Name: Anonymous 2010-05-03 14:58

>>55
Sounds like a mix of incompressible data and trivially compressible padding. Not a good benchmark. In any case the difference is 0.007%. Try your average software, where 40% gains are not unheard of¹.

Name: Anonymous 2010-05-03 15:19

a mix of incompressible data and trivially compressible padding.
that sounds like a pretty accurate description of most ENTERPRISE code.

Name: Anonymous 2010-05-03 15:39

>>58
ENTERPRISE code is infinitely compressible, by definition.

Name: Anonymous 2010-05-03 16:31

>>58
No, enterprise code is highly compressible. Far more than average. Try it.

Name: Anonymous 2010-05-03 21:37

>>60
I think >>58 was suggesting that the vast majority of the code itself was padding.

Name: Anonymous 2010-05-04 0:48

>>61
that is what i was suggesting. 90-95% padding, and 5-10% extremely dense, obfuscated code that no one currently maintaining the code would even attempt to understand.

Name: Anonymous 2010-05-04 1:07

>>40
Butthurt American. RUSSIA STRONG!

Name: Anonymous 2010-05-04 1:11

>>62
The thing is there is no such 5-10% in enterprise code.

Name: Anonymous 2010-05-04 2:25

>>11
Welcome to /prog/!

Name: Anonymous 2010-05-04 3:17

>>63
Do you really think trolling on /prog/ is going to get people to stop making fun of you for not realizing the Cold War ended almost 2 decades ago, Mr. Soetoro?

Name: Anonymous 2010-05-04 4:07

>>66
YHBT, he ain't no Russian.

Name: Anonymous 2010-05-04 4:34

>>39
America has FV with her infinte compression.

Name: Anonymous 2010-05-04 10:06

>>68
No one cares, go away.

Name: Anonymous 2010-05-04 18:33

We almost had a cool discussion there for a moment, right guys?

Name: Anonymous 2010-05-04 20:22

>>70
Yeah, too bad for the /newpol/ invasion.

Name: Anonymous 2010-05-04 20:47

>>70-71
One dude trying to bullshit his way through compression algorithms constitutes a cool discussion now?

Name: Anonymous 2010-05-04 21:46

>>72
Which one? I counted a few. There were a couple who knew what they were talking about though. To them I am referring.

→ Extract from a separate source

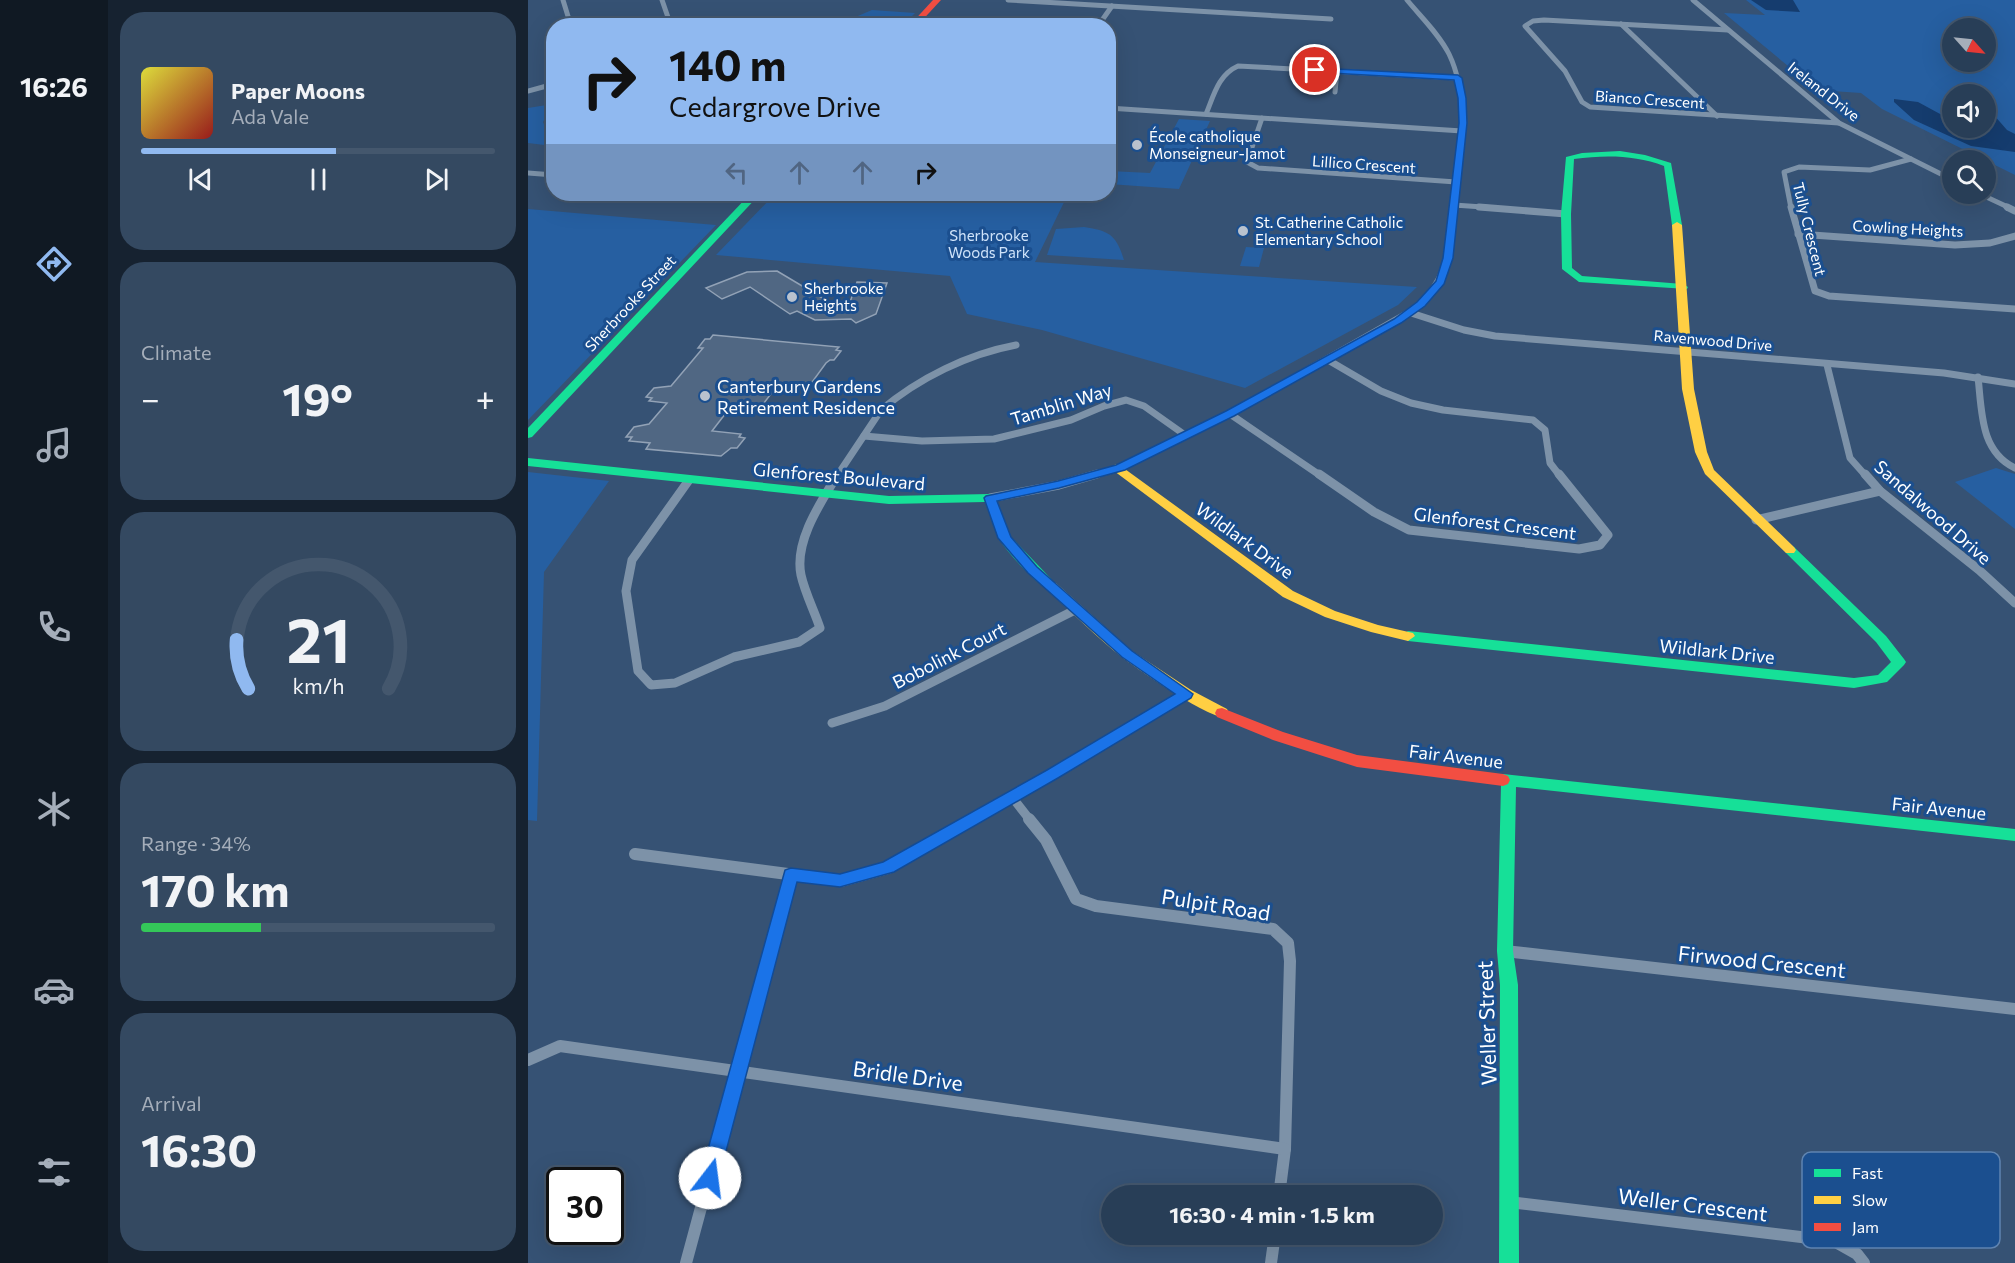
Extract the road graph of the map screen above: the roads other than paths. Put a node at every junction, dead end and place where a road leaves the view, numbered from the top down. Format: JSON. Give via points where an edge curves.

Name: Anonymous 2010-05-05 6:15

>>73
a few dudes talking bullshit
A couple dudes knowing what to talk about
This place really has becopme crowded

Name: Anonymous 2010-05-05 8:21

Name: Anonymous 2010-05-05 9:00

>>74
Yes, well it's you, me, and... half of reddit. It's like /prog/ was a while ago, except the HMA guy is afraid of parties, and for some reason we've changed venue... who's the host anyway?